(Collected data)
<<<<
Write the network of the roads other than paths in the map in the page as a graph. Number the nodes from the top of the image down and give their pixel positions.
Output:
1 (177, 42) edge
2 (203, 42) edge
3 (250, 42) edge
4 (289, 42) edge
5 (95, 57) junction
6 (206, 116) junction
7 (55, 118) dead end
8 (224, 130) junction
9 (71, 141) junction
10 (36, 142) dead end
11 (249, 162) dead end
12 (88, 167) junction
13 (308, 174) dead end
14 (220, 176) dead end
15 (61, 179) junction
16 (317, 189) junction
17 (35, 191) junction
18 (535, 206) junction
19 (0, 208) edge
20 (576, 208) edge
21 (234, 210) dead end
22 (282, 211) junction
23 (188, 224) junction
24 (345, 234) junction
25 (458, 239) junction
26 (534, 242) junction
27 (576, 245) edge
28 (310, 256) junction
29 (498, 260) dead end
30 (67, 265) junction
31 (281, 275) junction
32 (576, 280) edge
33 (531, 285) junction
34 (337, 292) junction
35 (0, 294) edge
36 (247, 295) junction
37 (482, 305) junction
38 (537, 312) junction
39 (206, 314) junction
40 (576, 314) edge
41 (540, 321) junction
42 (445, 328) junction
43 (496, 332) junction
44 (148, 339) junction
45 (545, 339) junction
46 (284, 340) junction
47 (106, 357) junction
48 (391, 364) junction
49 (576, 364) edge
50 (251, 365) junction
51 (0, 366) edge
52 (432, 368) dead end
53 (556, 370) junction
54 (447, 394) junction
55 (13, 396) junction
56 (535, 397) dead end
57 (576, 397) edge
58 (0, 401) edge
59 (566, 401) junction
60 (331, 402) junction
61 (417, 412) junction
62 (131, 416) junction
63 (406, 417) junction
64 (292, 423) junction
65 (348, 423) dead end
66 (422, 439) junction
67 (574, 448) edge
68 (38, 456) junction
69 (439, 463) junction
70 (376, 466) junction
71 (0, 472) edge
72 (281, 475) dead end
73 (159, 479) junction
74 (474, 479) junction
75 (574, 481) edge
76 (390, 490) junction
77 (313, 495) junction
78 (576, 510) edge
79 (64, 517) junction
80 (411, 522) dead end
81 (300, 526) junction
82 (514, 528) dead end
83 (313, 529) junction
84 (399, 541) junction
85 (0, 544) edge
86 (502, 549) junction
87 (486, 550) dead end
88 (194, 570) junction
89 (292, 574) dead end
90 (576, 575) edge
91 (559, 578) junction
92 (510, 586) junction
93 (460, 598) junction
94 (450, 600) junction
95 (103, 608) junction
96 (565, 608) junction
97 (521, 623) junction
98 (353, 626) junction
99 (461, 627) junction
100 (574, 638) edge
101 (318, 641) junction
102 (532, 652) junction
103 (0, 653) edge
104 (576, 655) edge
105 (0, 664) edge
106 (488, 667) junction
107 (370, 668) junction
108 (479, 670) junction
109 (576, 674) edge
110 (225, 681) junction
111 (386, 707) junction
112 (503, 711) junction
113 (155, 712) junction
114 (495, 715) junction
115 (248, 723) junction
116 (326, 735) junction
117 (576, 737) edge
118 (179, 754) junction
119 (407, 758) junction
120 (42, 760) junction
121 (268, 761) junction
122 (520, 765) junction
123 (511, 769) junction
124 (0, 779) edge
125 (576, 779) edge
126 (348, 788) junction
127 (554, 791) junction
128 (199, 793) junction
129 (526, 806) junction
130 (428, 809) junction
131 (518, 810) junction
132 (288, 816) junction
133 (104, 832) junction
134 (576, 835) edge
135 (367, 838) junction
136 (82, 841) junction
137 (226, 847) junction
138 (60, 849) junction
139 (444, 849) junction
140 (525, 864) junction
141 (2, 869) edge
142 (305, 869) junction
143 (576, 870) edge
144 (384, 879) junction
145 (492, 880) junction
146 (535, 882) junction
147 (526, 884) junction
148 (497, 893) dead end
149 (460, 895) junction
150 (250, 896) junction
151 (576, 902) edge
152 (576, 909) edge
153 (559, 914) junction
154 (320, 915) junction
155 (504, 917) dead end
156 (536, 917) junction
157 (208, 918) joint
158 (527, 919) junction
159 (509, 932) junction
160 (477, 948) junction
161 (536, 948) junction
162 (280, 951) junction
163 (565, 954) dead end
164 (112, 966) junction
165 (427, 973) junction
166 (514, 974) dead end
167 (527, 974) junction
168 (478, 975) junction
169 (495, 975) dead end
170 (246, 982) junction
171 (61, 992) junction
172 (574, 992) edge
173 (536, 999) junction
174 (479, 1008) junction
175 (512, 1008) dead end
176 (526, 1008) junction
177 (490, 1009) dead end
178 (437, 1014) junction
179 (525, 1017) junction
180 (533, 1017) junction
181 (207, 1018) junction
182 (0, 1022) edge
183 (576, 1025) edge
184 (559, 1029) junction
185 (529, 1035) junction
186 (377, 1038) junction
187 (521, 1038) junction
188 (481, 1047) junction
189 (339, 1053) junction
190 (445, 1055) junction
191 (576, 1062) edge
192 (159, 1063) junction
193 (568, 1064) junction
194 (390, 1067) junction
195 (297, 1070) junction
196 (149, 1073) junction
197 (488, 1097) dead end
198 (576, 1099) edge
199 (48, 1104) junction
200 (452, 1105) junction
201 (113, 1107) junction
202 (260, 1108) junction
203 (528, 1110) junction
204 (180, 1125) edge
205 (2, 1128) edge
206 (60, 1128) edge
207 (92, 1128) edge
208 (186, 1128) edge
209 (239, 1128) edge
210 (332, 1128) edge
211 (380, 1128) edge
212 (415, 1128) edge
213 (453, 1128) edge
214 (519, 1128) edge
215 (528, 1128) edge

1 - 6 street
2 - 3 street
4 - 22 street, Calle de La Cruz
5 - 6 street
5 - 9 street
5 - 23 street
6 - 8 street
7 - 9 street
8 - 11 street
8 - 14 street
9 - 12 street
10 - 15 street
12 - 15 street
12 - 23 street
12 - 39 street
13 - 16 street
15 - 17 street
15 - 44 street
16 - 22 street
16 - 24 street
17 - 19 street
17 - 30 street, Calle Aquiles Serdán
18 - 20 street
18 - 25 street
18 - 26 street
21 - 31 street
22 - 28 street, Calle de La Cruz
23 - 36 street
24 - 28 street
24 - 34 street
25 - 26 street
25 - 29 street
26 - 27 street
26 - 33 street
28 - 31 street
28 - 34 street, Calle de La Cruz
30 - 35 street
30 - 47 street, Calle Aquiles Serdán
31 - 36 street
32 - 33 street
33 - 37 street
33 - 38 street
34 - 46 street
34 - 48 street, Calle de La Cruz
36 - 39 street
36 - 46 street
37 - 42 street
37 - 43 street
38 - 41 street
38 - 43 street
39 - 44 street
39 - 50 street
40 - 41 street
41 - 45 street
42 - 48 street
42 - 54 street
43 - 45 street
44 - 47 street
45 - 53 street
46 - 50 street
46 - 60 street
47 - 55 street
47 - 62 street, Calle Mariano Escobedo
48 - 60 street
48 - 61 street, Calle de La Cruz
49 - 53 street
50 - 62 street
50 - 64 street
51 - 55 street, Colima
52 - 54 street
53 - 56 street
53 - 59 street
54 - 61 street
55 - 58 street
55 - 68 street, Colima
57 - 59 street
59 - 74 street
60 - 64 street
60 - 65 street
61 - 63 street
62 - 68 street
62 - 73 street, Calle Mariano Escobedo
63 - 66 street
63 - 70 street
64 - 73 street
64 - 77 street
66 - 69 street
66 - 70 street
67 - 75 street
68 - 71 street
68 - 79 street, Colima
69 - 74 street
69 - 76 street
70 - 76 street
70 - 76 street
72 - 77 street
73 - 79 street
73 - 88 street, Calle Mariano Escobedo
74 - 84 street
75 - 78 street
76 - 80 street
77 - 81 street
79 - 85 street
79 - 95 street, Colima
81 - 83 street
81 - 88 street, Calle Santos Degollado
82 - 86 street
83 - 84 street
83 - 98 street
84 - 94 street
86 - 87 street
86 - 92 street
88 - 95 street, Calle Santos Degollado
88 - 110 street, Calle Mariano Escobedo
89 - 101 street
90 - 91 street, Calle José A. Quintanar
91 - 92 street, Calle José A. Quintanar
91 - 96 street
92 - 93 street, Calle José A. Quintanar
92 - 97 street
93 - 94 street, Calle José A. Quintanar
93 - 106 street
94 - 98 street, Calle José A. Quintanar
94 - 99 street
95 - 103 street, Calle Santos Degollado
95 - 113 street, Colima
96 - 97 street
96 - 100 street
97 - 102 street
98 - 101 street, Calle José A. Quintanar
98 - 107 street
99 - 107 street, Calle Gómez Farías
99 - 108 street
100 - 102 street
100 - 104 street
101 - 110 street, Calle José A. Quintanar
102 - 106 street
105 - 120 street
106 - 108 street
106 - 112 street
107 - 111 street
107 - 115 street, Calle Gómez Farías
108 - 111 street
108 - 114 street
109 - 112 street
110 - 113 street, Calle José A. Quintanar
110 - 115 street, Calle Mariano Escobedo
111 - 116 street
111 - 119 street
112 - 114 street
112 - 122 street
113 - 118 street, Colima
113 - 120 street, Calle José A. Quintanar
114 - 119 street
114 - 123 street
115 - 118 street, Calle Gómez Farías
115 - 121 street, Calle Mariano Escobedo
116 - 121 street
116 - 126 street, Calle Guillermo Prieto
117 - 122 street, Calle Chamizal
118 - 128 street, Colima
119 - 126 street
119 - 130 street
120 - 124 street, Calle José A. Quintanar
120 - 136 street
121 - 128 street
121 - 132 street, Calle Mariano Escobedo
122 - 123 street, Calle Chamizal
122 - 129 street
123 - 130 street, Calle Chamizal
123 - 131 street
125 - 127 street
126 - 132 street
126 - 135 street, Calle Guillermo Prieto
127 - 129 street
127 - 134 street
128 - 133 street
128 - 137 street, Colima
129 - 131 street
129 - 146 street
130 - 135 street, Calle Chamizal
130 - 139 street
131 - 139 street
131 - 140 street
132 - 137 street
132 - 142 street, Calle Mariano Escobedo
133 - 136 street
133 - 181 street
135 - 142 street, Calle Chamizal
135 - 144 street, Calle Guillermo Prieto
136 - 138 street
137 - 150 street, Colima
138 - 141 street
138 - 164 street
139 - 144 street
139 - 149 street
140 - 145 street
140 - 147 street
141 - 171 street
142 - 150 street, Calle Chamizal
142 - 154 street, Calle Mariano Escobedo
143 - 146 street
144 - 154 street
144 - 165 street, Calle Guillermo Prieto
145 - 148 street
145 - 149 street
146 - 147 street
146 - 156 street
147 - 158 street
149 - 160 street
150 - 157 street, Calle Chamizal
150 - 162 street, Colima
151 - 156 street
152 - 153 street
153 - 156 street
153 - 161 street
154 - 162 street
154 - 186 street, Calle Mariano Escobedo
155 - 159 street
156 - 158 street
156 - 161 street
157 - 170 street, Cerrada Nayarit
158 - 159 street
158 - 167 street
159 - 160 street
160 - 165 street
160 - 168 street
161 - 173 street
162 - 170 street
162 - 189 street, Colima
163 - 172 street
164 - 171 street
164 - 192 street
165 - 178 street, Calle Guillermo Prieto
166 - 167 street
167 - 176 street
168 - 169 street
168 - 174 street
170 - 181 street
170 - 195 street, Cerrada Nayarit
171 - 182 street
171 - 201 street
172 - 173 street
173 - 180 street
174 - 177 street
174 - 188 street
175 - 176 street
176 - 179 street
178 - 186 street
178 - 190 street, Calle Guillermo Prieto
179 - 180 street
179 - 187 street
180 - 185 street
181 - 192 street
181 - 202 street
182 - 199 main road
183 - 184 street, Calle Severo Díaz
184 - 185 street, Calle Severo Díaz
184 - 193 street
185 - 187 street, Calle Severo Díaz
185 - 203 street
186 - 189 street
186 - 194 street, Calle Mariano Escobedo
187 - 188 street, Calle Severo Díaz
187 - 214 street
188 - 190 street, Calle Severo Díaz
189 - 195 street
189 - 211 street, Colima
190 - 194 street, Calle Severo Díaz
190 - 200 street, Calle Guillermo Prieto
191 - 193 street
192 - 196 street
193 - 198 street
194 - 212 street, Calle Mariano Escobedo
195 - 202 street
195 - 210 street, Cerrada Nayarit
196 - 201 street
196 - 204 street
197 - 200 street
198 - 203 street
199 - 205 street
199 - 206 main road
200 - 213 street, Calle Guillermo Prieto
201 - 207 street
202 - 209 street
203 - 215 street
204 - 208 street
>>>>
| TASK BRIEF |
Where does the word "José" appear in the records? Copy every line that holds it.

| REPLY |
90 - 91 street, Calle José A. Quintanar
91 - 92 street, Calle José A. Quintanar
92 - 93 street, Calle José A. Quintanar
93 - 94 street, Calle José A. Quintanar
94 - 98 street, Calle José A. Quintanar
98 - 101 street, Calle José A. Quintanar
101 - 110 street, Calle José A. Quintanar
110 - 113 street, Calle José A. Quintanar
113 - 120 street, Calle José A. Quintanar
120 - 124 street, Calle José A. Quintanar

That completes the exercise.